Sunday, March 27, 2011

On raising a bookworm

The hubby and I both read obsessively so when baby kafkatokindergarten was born, we could barely wait until his eyes had started to focus before we bought cartloads of baby books and started to accost the poor dear with it. I’m happy to report that our plan of action seems successful. At the age of 2, our little bookworm ADORES books. He can be enticed to eat green mush and even submit to face wiping if we dangle a book before him. I never leave home without board books with me in the diaper bag and they have saved my sanity more than once. It makes me giddy with pride and joy to see the boy quoting from his books and lugging them everywhere. Now if we could just keep the TV switched off for another 18 years or so…
          I thought I’d share with you some of our favorite books:
1.       Red Fish Blue Fish by Dr Seuss
A rhyming rollicking book about creatures real and imagined. In here you’ll meet a Gox who likes to box, a Yink who drinks pink ink and a Wump with seven humps.
2.       I Can Read With My Eyes Shut  By Dr Seuss
What a brilliant way to convey the pleasures and benefits of reading to the little ones without lecturing them about it.
3.       Guess How Much I Love You By Sam Mcbratney
A fun and playful book about a Big and a Small Nutbrown Hare and a game they play with each other. So while Big Nutbrown Hare stretches out his big hands wide to show how much he loves the little one, Small Nutbrown Hare claims to love his dad as far as the moon.
4.       Ferdinand The Bull By Munro Leaf
An amusing and sweet tale about a bull that would rather smell flowers than fight a matador. Although I doubt any bull would actually prefer to be poked at in a ring, the book underlines the thought that it’s ok to have dreams that are different from anyone else’s. Besides Ferdinand’s mama cow is awful cute.
5.       The Runaway Peppercorn by Suchitra Ramadurai
This one is set in Kerala and recounts the many adventures of a sprightly little peppercorn who resists all attempts to grind him into chutney. A colorful supporting cast, who are all intent on catching the super-pepper and delightful illustrations make this book a thrilling ride for the young and the not so young alike.

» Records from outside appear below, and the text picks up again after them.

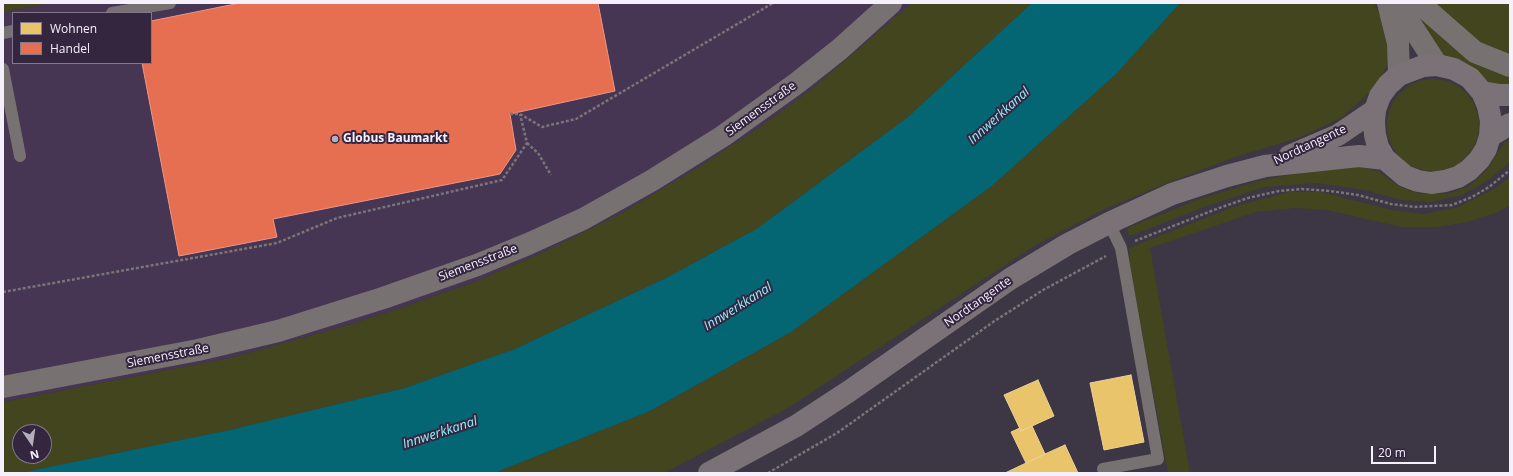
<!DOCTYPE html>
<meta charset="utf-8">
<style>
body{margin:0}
#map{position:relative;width:1513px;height:476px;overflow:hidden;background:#3d3644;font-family:"Open Sans",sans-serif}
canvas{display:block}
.frame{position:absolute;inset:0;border:4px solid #f6f0fd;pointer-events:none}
.legend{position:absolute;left:12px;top:12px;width:140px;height:52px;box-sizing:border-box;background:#34263f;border:1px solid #82778b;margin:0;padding:5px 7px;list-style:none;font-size:12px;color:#f6f0fd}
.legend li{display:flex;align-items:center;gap:8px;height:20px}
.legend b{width:20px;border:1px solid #82778b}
.north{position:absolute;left:12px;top:424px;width:40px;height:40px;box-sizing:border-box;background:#34263f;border:1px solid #82778b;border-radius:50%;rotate:167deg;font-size:11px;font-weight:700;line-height:16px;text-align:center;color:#f6f0fd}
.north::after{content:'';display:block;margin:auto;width:14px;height:18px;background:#b5afbc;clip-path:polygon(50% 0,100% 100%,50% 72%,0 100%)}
.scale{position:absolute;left:1371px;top:446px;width:65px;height:18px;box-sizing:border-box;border:2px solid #f6f0fd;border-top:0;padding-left:5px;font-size:12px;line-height:14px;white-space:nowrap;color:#f6f0fd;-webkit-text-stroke:3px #34263f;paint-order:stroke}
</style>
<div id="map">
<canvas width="1513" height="476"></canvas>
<div class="frame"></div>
<ul class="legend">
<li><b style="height:11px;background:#e9c46a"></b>Wohnen</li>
<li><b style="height:11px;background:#e76f51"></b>Handel</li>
</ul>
<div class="north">N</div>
<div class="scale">20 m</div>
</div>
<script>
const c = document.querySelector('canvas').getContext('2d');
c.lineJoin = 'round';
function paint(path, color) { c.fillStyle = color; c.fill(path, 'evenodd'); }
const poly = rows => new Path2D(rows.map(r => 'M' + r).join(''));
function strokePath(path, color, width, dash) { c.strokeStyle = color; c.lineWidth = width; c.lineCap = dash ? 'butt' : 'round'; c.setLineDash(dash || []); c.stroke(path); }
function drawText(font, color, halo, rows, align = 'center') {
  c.font = font + ' "Open Sans",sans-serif'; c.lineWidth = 4; c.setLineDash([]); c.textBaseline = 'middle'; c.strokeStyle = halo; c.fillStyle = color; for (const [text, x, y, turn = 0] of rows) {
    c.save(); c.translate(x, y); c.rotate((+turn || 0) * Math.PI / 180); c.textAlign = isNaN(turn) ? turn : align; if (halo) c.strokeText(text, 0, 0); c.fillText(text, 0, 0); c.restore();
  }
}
paint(poly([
 [52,3,912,3,813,88,760,127,694,171,622,213,544,252,472,283,406,306,345,326,230,358,3,402,3,12],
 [13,13,151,13,151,63,13,63]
]), '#463553');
paint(poly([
 [3,3,52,3,3,12],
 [912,3,1032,3,908,117,758,228,668,277,515,349,405,388,230,430,20,473,3,473,3,402,230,358,345,326,406,306,472,283,544,252,622,213,694,170,760,127,813,88],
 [20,432,44,432,44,456,20,456],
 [1180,3,1374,3,1381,18,1388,43,1387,64,1377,86,1341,118,1298,138,1235,157,1162,185,1105,209,1034,246,788,408,664,473,494,473,650,411,791,332,993,185,1117,73],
 [1431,3,1510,3,1510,59,1468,39],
 [1425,22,1453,48,1487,67,1510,75,1510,87,1492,84,1480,75,1442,56,1422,25],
 '1387 125a46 46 0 1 1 92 0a46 46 0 1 1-92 0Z',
 [1510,139,1510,162,1490,179,1462,195,1431,202,1401,200,1365,190,1317,183,1264,187,1204,207,1133,235,1128,235,1127,228,1200,199,1259,181,1323,168,1359,166,1379,172,1399,186,1420,194,1447,194,1468,187,1486,171,1504,143],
 [1510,177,1510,205,1498,212,1468,222,1438,227,1401,227,1327,210,1295,208,1256,212,1150,248,1190,473,1168,473,1130,266,1129,248,1236,206,1290,192,1320,192,1392,210,1423,214,1458,207,1494,189]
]), '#42451e');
paint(poly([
 [1032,3,1180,3,1117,73,993,185,791,332,650,411,494,473,20,473,230,430,405,388,515,349,668,277,758,228,908,117]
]), '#056673');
const homes = poly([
 [1131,375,1144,442,1104,450,1090,383,1131,375],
 [1038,380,1054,416,1021,431,1004,395,1038,380],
 [1032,426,1045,454,1026,463,1011,432,1020,428,1021,431,1032,426],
 [1065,445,1078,473,1005,473,1045,454,1065,445]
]);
paint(homes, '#e9c46a');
strokePath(homes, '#edd196', 1);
const shops = poly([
 [240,3,598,3,615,91,510,114,516,150,500,174,273,219,277,237,179,256,142,63,151,63,151,21,240,3]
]);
paint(shops, '#e76f51');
strokePath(shops, '#ec9685', 1);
strokePath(poly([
 [510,114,520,114,542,127,576,119,773,3],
 [527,143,538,153,551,175],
 [1135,241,1219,208,1248,198,1279,191,1302,189,1330,191,1358,195,1391,204,1415,207,1452,205,1472,197,1489,187,1510,170],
 [3,292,277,243,337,218,502,180,527,143,520,114],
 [768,473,837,433,996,320,1043,290,1106,256]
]), '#797579', 2.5, [3, 2]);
strokePath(poly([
 [112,13,170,3],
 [3,33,13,31],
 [3,69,20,156],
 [1103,469,1158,459,1121,248,1109,223]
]), '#777172', 12);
strokePath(poly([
 [1388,3,1398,43,1399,75],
 [1397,3,1437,65],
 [1419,3,1475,52,1510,66],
 [3,387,198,350,278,331,383,298,477,265,528,244,583,219,651,181,723,136,797,83,840,49,891,3]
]), '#777172', 22);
strokePath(poly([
 [1482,92,1499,95,1510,95],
 [1490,136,1510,124],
 [1289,156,1338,135,1375,110],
 [709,473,796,426,848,392,1010,279,1068,244,1109,223,1172,194,1227,176,1265,166,1359,156,1385,159,1405,176,1418,181,1431,183,1445,181,1458,177,1469,170,1479,160,1486,149,1490,136,1491,121,1488,106,1482,92,1470,78,1454,69,1437,65,1423,66,1399,75,1388,85,1380,96,1375,110,1374,122,1375,135,1378,147,1385,159]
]), '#7a7276', 22);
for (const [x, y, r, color] of [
 [335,139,4,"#b5afbc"]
]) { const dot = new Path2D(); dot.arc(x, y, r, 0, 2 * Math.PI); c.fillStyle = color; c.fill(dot); strokePath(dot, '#34263f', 1.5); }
drawText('12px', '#f6f0fd', '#34263f', [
 ["Siemensstraße",761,109,-36],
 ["Nordtangente",1310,145,-25],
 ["Siemensstraße",478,263,-21],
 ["Nordtangente",978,302,-35],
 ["Siemensstraße",168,356,-11]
]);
drawText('bold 12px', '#f6f0fd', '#34263f', [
 ["Globus Baumarkt",343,139]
], 'left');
drawText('italic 13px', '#91edfd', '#34263f', [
 ["Innwerkkanal",999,116,-42],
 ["Innwerkkanal",738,307,-32],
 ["Innwerkkanal",440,433,-18]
]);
</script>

In looking for books for my son to read, I prefer books with more pictures than text and not too complex a story. Too many characters get confusing. Too many descriptions will bore a 2 year old. Dialogues are more fun to read out, especially if you use different voices for each of the characters.

This post is inspired by The Brooding Hen who has a HUGE list of children’s books listed here.
Any other must-have children’s books you would recommend?


  1. Thanks for saying that my illustrations are delightful!

  2. @Ashokscape the illustrations are unique and my son and I both love them. Keenly following your work and blogs. Thanks for stopping by.